5. The Final Validation
Finally, we tell Postgres to validate the constraint. This still requires a full table scan, but here's the kicker: it only requires a ShareUpdateExclusiveLock. This lock does not block reads or writes!
-- Step 4: Validate it without blocking the world
ALTER TABLE users VALIDATE CONSTRAINT phone_not_null;Once this finishes, you can safely "real" NOT NULL the column if you want, or just leave the check constraint as is (it's functionally equivalent for most use cases).
The "Gotcha" with Indexes
If you're adding a NOT NULL column because you plan to index it, remember that CREATE INDEX also locks the table. Always use CREATE INDEX CONCURRENTLY. It takes longer to build, but it doesn't kick your users off the site.
-- Don't do this:
-- CREATE INDEX idx_user_phone ON users(phone_number);
-- Do this:
CREATE INDEX CONCURRENTLY idx_user_phone ON users(phone_number);Wrapping Up
Database migrations are one of the few places where "moving fast and breaking things" actually means "everyone has to stop working because the API is 504ing."

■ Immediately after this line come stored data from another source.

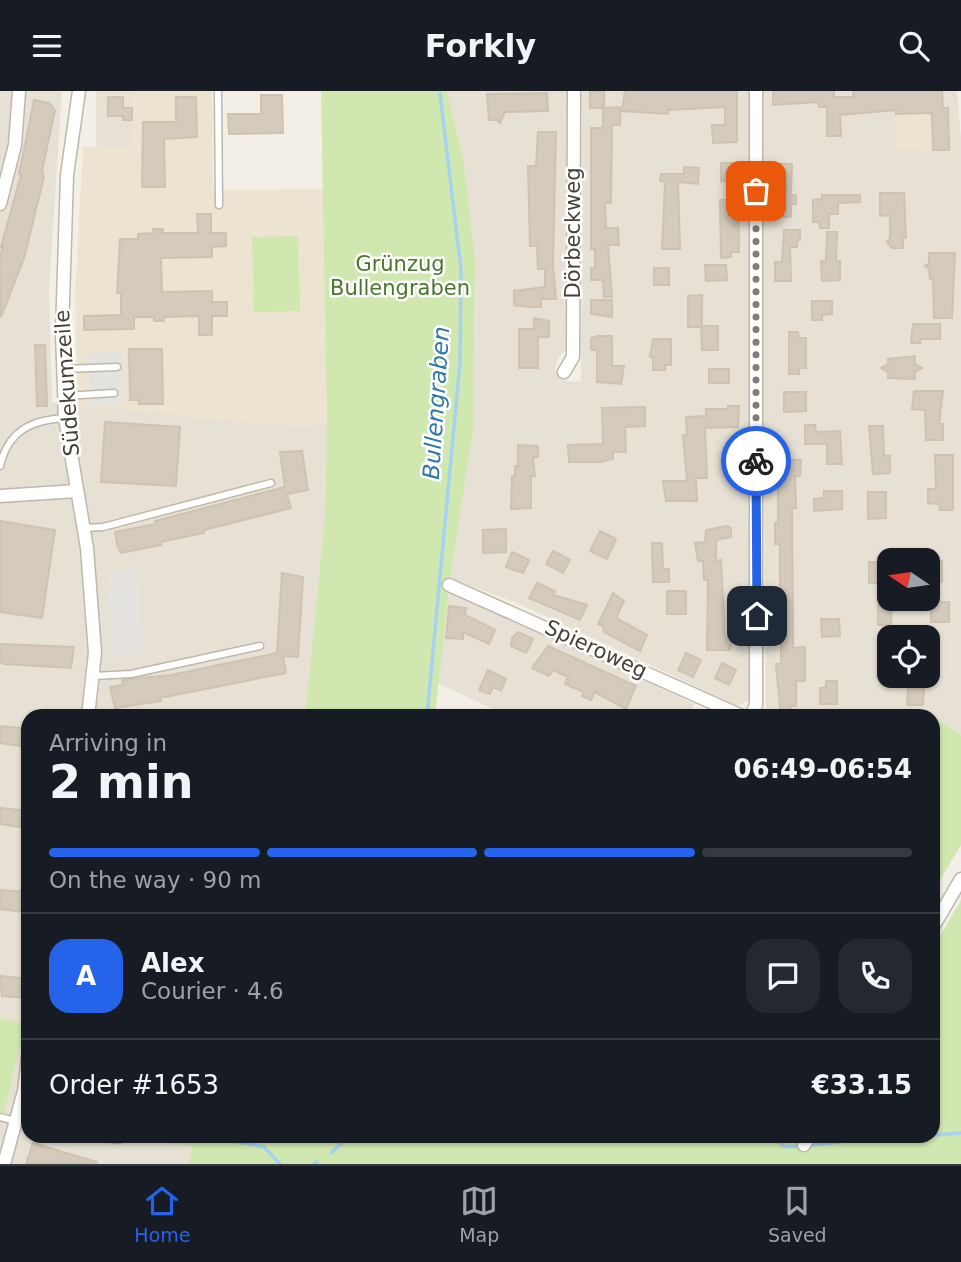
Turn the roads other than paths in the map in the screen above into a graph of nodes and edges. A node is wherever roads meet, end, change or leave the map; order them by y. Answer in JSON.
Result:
{"nodes":[{"id":1,"x":19,"y":91,"type":"edge"},
{"id":2,"x":79,"y":91,"type":"edge"},
{"id":3,"x":218,"y":91,"type":"edge"},
{"id":4,"x":574,"y":91,"type":"edge"},
{"id":5,"x":756,"y":91,"type":"edge"},
{"id":6,"x":0,"y":204,"type":"edge"},
{"id":7,"x":219,"y":205,"type":"dead end"},
{"id":8,"x":117,"y":367,"type":"dead end"},
{"id":9,"x":62,"y":369,"type":"junction"},
{"id":10,"x":564,"y":372,"type":"dead end"},
{"id":11,"x":114,"y":393,"type":"dead end"},
{"id":12,"x":64,"y":396,"type":"junction"},
{"id":13,"x":65,"y":418,"type":"junction"},
{"id":14,"x":0,"y":466,"type":"edge"},
{"id":15,"x":271,"y":483,"type":"dead end"},
{"id":16,"x":77,"y":491,"type":"junction"},
{"id":17,"x":0,"y":496,"type":"edge"},
{"id":18,"x":83,"y":528,"type":"junction"},
{"id":19,"x":449,"y":585,"type":"dead end"},
{"id":20,"x":260,"y":646,"type":"dead end"},
{"id":21,"x":94,"y":676,"type":"junction"},
{"id":22,"x":89,"y":709,"type":"edge"},
{"id":23,"x":726,"y":709,"type":"edge"},
{"id":24,"x":754,"y":709,"type":"edge"},
{"id":25,"x":961,"y":879,"type":"edge"},
{"id":26,"x":940,"y":915,"type":"edge"},
{"id":27,"x":21,"y":1098,"type":"edge"},
{"id":28,"x":0,"y":1117,"type":"edge"},
{"id":29,"x":17,"y":1121,"type":"junction"},
{"id":30,"x":4,"y":1164,"type":"edge"}],
"edges":[{"from":1,"to":6,"type":"street"},
{"from":2,"to":9,"type":"street","name":"Südekumzeile"},
{"from":3,"to":7,"type":"lane"},
{"from":4,"to":10,"type":"street","name":"Dörbeckweg"},
{"from":5,"to":24,"type":"street"},
{"from":8,"to":9,"type":"lane"},
{"from":9,"to":12,"type":"street","name":"Südekumzeile"},
{"from":11,"to":12,"type":"lane"},
{"from":12,"to":13,"type":"street","name":"Südekumzeile"},
{"from":13,"to":14,"type":"lane"},
{"from":13,"to":16,"type":"street","name":"Südekumzeile"},
{"from":15,"to":18,"type":"lane"},
{"from":16,"to":17,"type":"street"},
{"from":16,"to":18,"type":"street","name":"Südekumzeile"},
{"from":18,"to":21,"type":"street","name":"Südekumzeile"},
{"from":19,"to":23,"type":"street","name":"Spieroweg"},
{"from":20,"to":21,"type":"lane"},
{"from":21,"to":22,"type":"street","name":"Südekumzeile"},
{"from":25,"to":26,"type":"street"},
{"from":27,"to":29,"type":"street"},
{"from":28,"to":29,"type":"lane"},
{"from":29,"to":30,"type":"street"}]}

Next time you're about to ship a NOT NULL column:
1. Check your table size. If it’s small, you’re fine. If it’s millions of rows, be careful.
2. Use `lock_timeout`.
3. Add nullable -> Backfill -> Validate.
It’s more typing, sure. But it’s a lot less stressful than explaining to your boss why the database spent ten minutes ignoring customers to check a bunch of empty columns.